__TASK BRIEF__.
Return every line in the entries below where the word "index" shows up.

__EXERCISE MATERIALS__.
══════

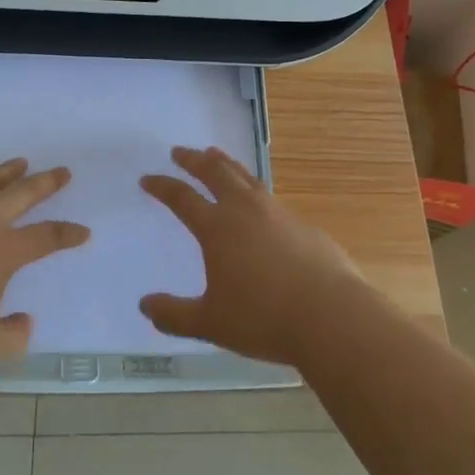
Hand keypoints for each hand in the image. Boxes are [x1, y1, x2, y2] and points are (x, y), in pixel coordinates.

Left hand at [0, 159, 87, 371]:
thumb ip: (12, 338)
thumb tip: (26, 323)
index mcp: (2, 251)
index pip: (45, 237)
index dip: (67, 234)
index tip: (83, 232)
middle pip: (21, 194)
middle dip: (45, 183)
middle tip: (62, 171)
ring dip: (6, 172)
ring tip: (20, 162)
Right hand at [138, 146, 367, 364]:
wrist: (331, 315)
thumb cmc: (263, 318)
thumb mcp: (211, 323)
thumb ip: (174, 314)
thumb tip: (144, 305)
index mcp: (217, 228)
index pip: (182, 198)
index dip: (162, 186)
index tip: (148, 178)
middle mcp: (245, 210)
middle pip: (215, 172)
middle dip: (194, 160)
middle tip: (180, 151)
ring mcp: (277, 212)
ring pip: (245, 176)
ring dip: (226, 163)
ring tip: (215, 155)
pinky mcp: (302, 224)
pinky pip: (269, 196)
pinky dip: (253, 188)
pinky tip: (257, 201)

══════

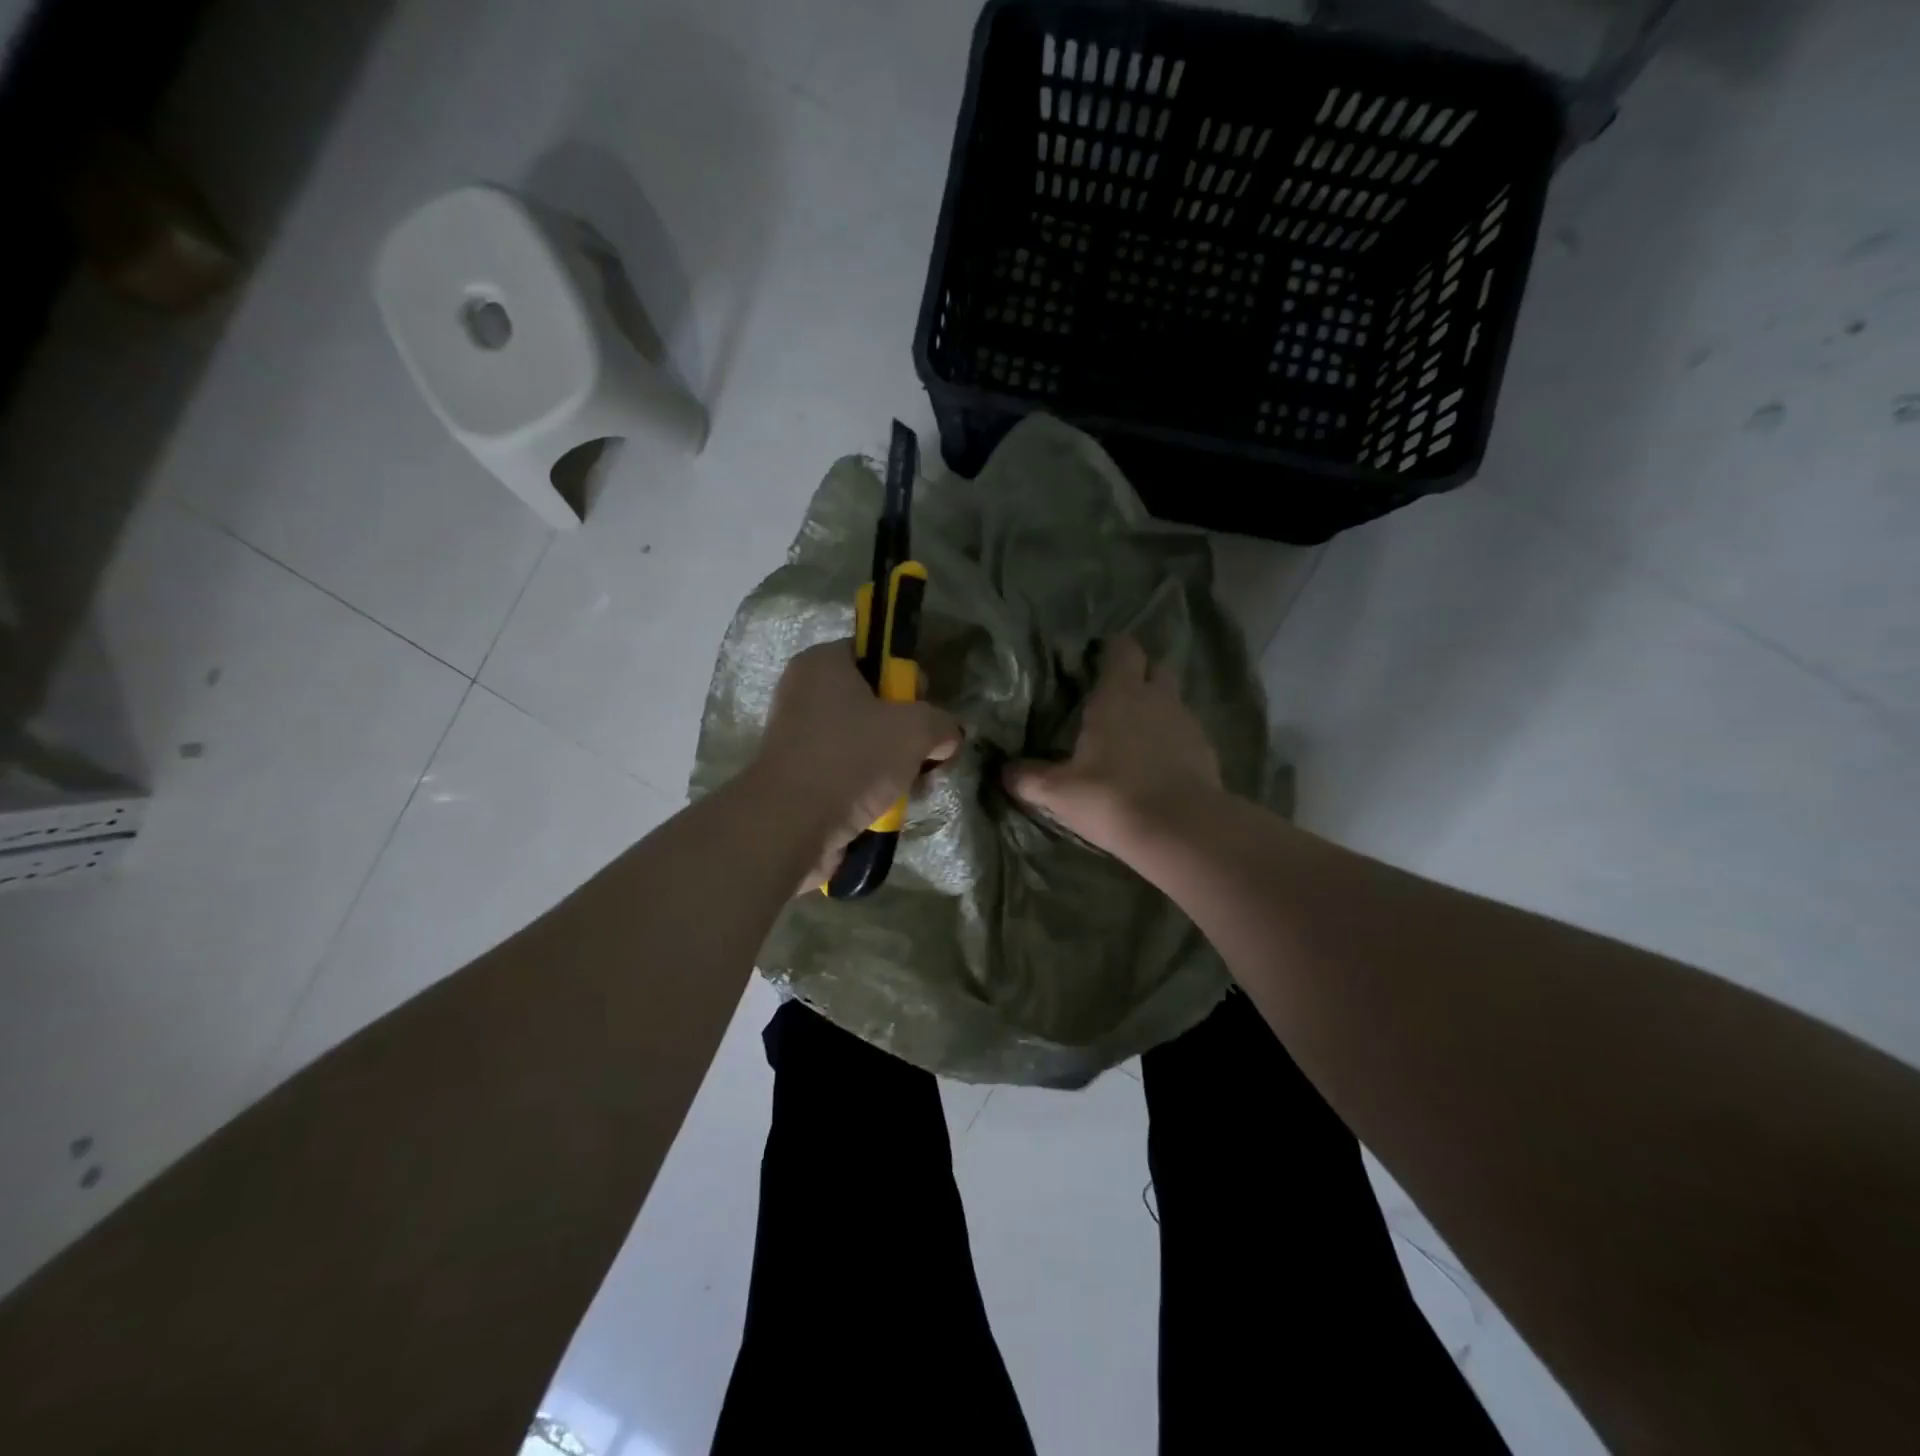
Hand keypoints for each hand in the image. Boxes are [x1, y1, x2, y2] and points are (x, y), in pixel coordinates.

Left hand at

══════

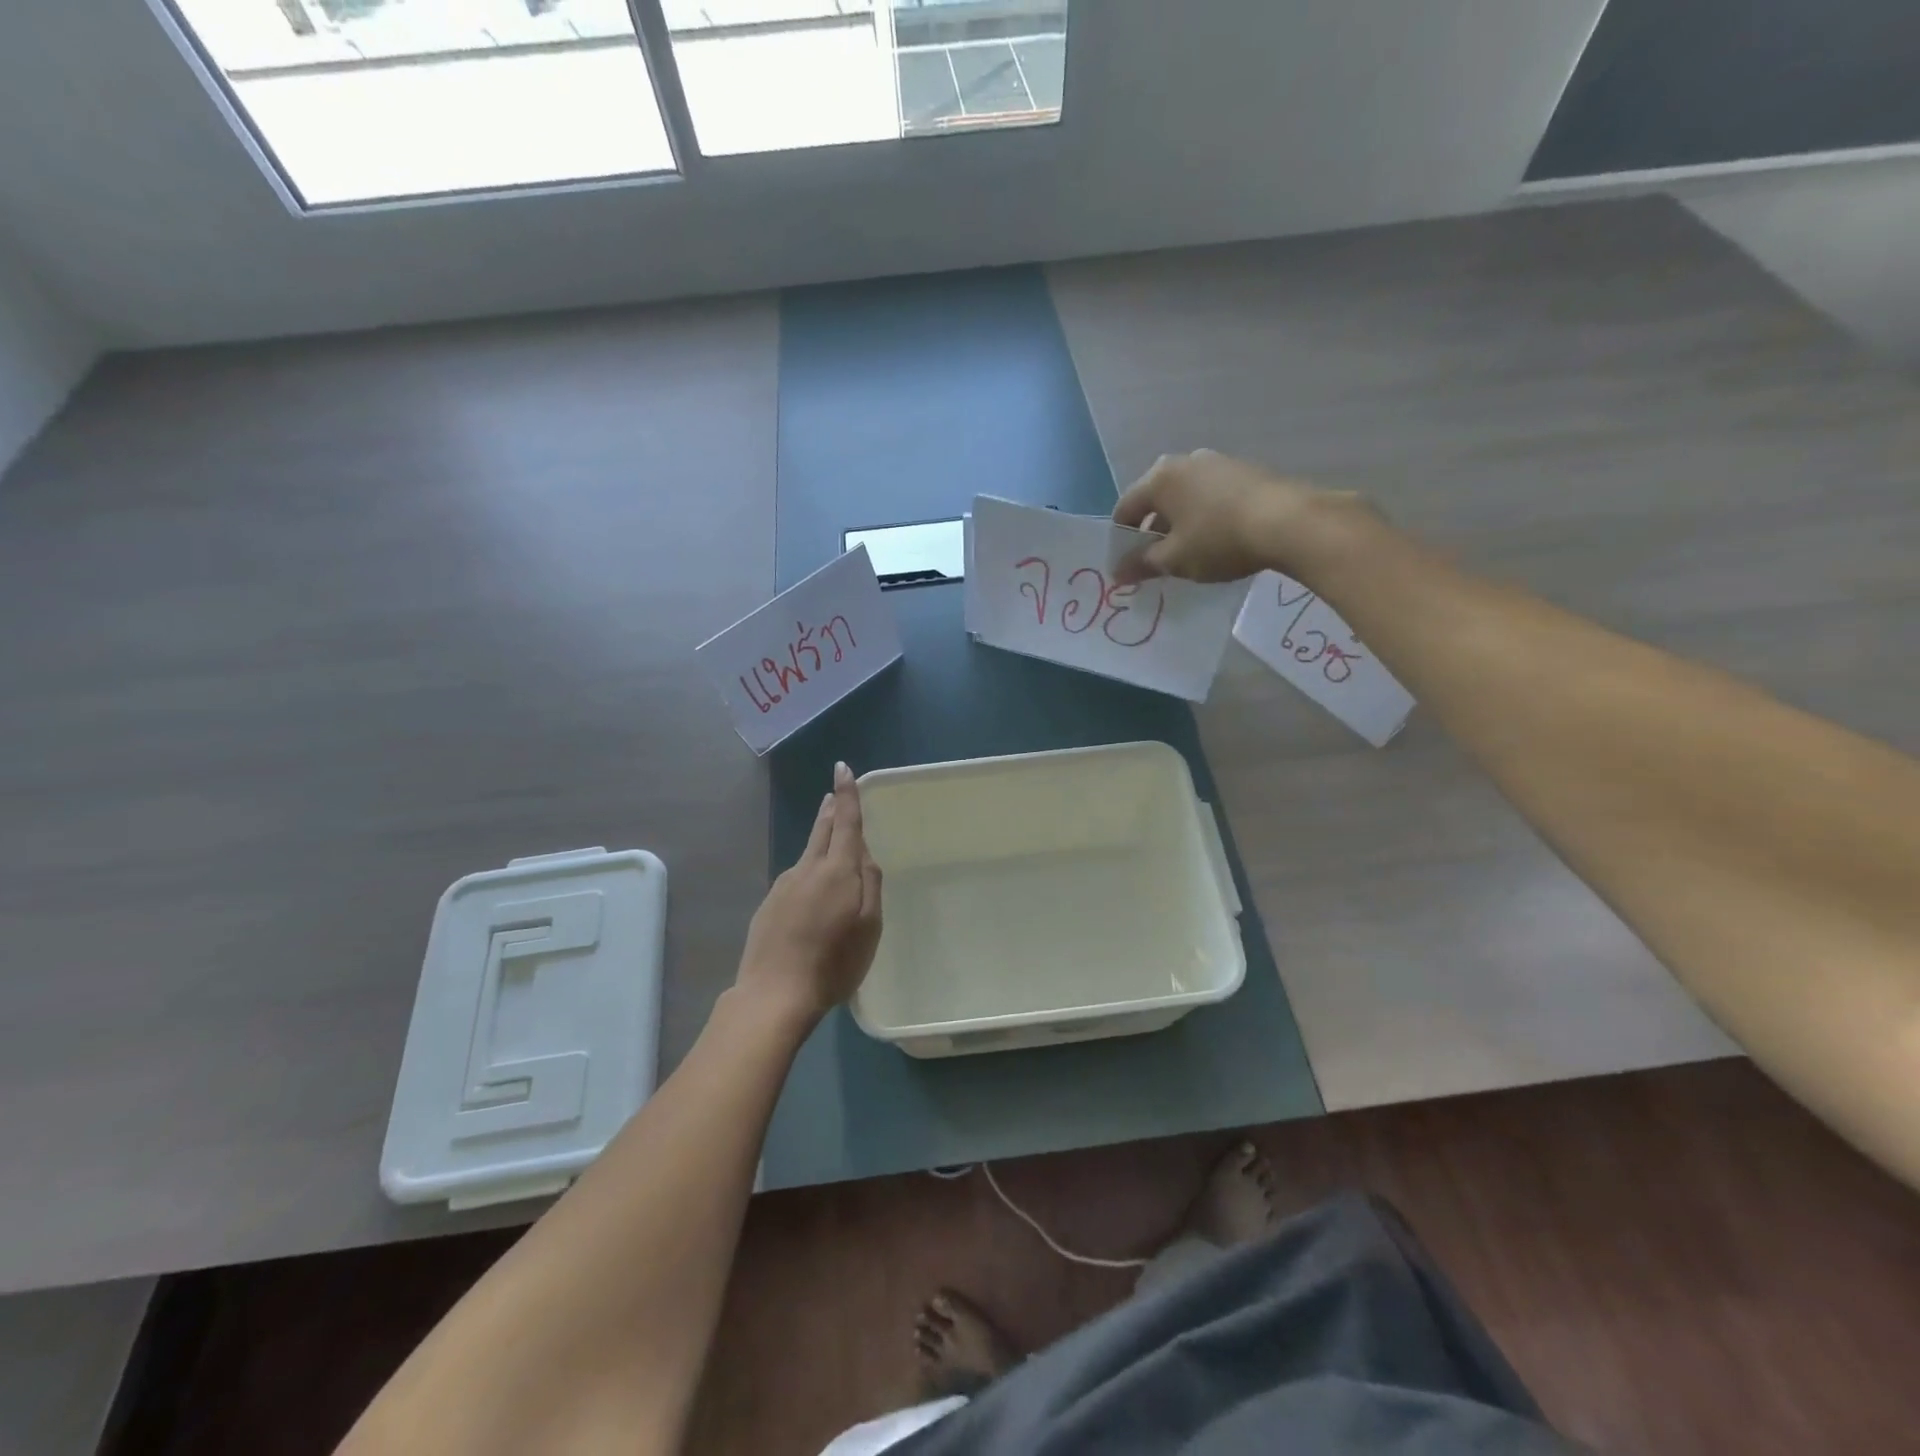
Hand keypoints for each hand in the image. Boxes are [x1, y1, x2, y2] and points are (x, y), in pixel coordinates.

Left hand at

══════

__RESULT FOR THIS TASK__.
index mcp: (2, 251)
index pip: (45, 237)
index dip: (67, 234)
index tip: (83, 232)
index mcp: (217, 228)
index pip: (182, 198)
index dip: (162, 186)
index tip: (148, 178)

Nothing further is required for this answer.